# Emerse Culture Potting Substrate



## Bubbs (May 31, 2007)

Hi all, 

Since it is mid Spring in Australia and the weather is warming up I've decided to start an outdoor emerse culture using a large foam box I got from my LFS.
So far, I'm planing to use the following plants:
Anubias Nana
Anubias Barteri
Cryptocoryne Wedntii Green
Cryptocoryne Tonkinensis
Cryptocoryne Pontederiifolia
Cryptocoryne Parva
Echinodorus 'Red flame'
Echinodorus Schluteri 'Leopard'
HC
These plants will be potted in terracotta pots and plastic pots with drainage holes. The box will be place in an open area and fully covered with plastic wrap and protected by 70% UV protection shade cloth to keep bugs and too much sun out. The box will get 6 hours of direct sunlight around this time of the year and maybe longer in summer. I will also have a pump attached to a sprinkler to keep plants wet and to circulate water. I'm not sure it the sprinkler is neccessary but think it may help as Australian summer is usually hot and dry. 

Any how, what I would like to know is what type of substrates have people found successful for any of the types of plants OR similar spieces I have mentioned?

I have a few ingredients that I think may be useful but am unsure of a good mix for the types of plants I have. They are: Coconut Fibre, Peat Moss, Garden Soil (the type sold in bags at the Nursery), Blood and Bone, Vermiculite, Terracotta Clay (brownish-reddish colour), Plain 1-3mm gravel, Plain 4-8mm gravel. 

This is my first attemp at an emerse setup so advice is very much apprieciated!


----------



## niko (Jan 28, 2004)

You wil do yourself a huge favor if you use AquaSoil. Especially for the HC.

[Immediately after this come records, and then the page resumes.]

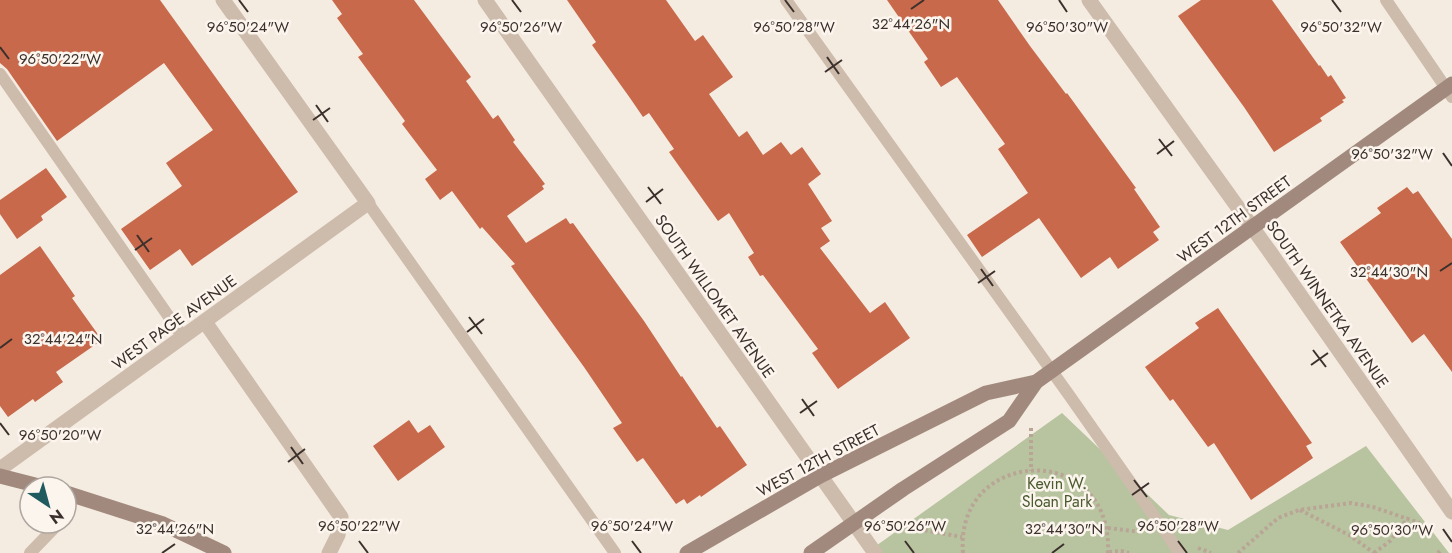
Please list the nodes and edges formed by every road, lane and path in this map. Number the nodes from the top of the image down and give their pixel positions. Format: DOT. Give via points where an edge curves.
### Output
graph roads {
  1 [pos="223,0"];
  2 [pos="485,0"];
  3 [pos="786,0"];
  4 [pos="1089,0"];
  5 [pos="1386,0"];
  6 [pos="0,74"];
  7 [pos="1450,90"];
  8 [pos="368,203"];
  9 [pos="1252,228"];
  10 [pos="205,322"];
  11 [pos="183,337"];
  12 [pos="1051,371"];
  13 [pos="1036,382"];
  14 [pos="1031,428"];
  15 [pos="0,469"];
  16 [pos="1031,471"];
  17 [pos="0,476"];
  18 [pos="820,476"];
  19 [pos="18,481"];
  20 [pos="78,497"];
  21 [pos="1299,510"];
  22 [pos="1452,512"];
  23 [pos="1408,518"];
  24 [pos="854,523"];
  25 [pos="1420,523"];
  26 [pos="907,527"];
  27 [pos="47,535"];
  28 [pos="962,537"];
  29 [pos="1108,552"];
  30 [pos="30,553"];
  31 [pos="224,553"];
  32 [pos="329,553"];
  33 [pos="615,553"];
  34 [pos="687,553"];
  35 [pos="811,553"];
  36 [pos="875,553"];
  37 [pos="963,553"];
  38 [pos="1129,553"];
  39 [pos="1180,553"];
  40 [pos="1238,553"];
  41 [pos="1374,553"];
  1 -- 8 [label="street"];
  2 -- 18 [label="street, SOUTH WILLOMET AVENUE"];
  3 -- 12 [label="lane"];
  4 -- 9 [label="street, SOUTH WINNETKA AVENUE"];
  5 -- 7 [label="lane"];
  6 -- 11 [label="lane"];
  7 -- 9 [label="main road, WEST 12TH STREET"];
  8 -- 10 [label="street, WEST PAGE AVENUE"];
  8 -- 33 [label="lane"];
  9 -- 12 [label="main road, WEST 12TH STREET"];
  9 -- 22 [label="street, SOUTH WINNETKA AVENUE"];
  10 -- 11 [label="street, WEST PAGE AVENUE"];
  10 -- 32 [label="street" via="341,517"];
  11 -- 15 [label="street, WEST PAGE AVENUE"];
  12 -- 13 [label="main road, WEST 12TH STREET"];
  12 -- 39 [label="lane"];
  13 -- 18 [label="main road, WEST 12TH STREET" via="986,393"];
  13 -- 24 [label="main road, WEST 12TH STREET" via="1009,421"];
  14 -- 16 [label="path"];
  16 -- 28 [label="path" via="1019,471 998,480 980,495 967,514"];
  16 -- 29 [label="path" via="1065,476 1085,489 1100,506 1108,528"];
  17 -- 19 [label="main road"];
  18 -- 24 [label="street, SOUTH WILLOMET AVENUE"];
  18 -- 34 [label="main road, WEST 12TH STREET"];
  20 -- 31 [label="main road" via="163,524"];
  21 -- 23 [label="path" via="1351,504"];
  21 -- 40 [label="path" via="1278,518"];
  21 -- 41 [label="path" via="1349,535"];
  23 -- 25 [label="path"];
  23 -- 41 [label="path" via="1390,541"];
  24 -- 35 [label="main road, WEST 12TH STREET"];
  24 -- 36 [label="street, SOUTH WILLOMET AVENUE"];
  26 -- 28 [label="path"];
  27 -- 30 [label="lane"];
  28 -- 37 [label="path"];
  29 -- 38 [label="path"];
}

You can grow the plants in very much anything but with the AquaSoil you will have instant good environment.

--Nikolay


----------



## bluediscus (Sep 27, 2008)

Bubbs,

I tried an anubias and javafern hydroponic setup. I experimented with the substrate. Some were in cocofiber, some were without any substrate. All the plants were ok, though the growth rate was slower than I expected. It seemed like the plants in cocofiber were growing better and rooting better. Compared to my other emersed stem and running plants in soil though, their growth was slow. I think the complication with using an inert substrate is that you would need to fertilize properly. If you have access to the right fertilizer, growth can be phenomenal (I've heard). With regular potting soil, growth will not be as fast though you won't have to worry about nutrient deficiencies.


----------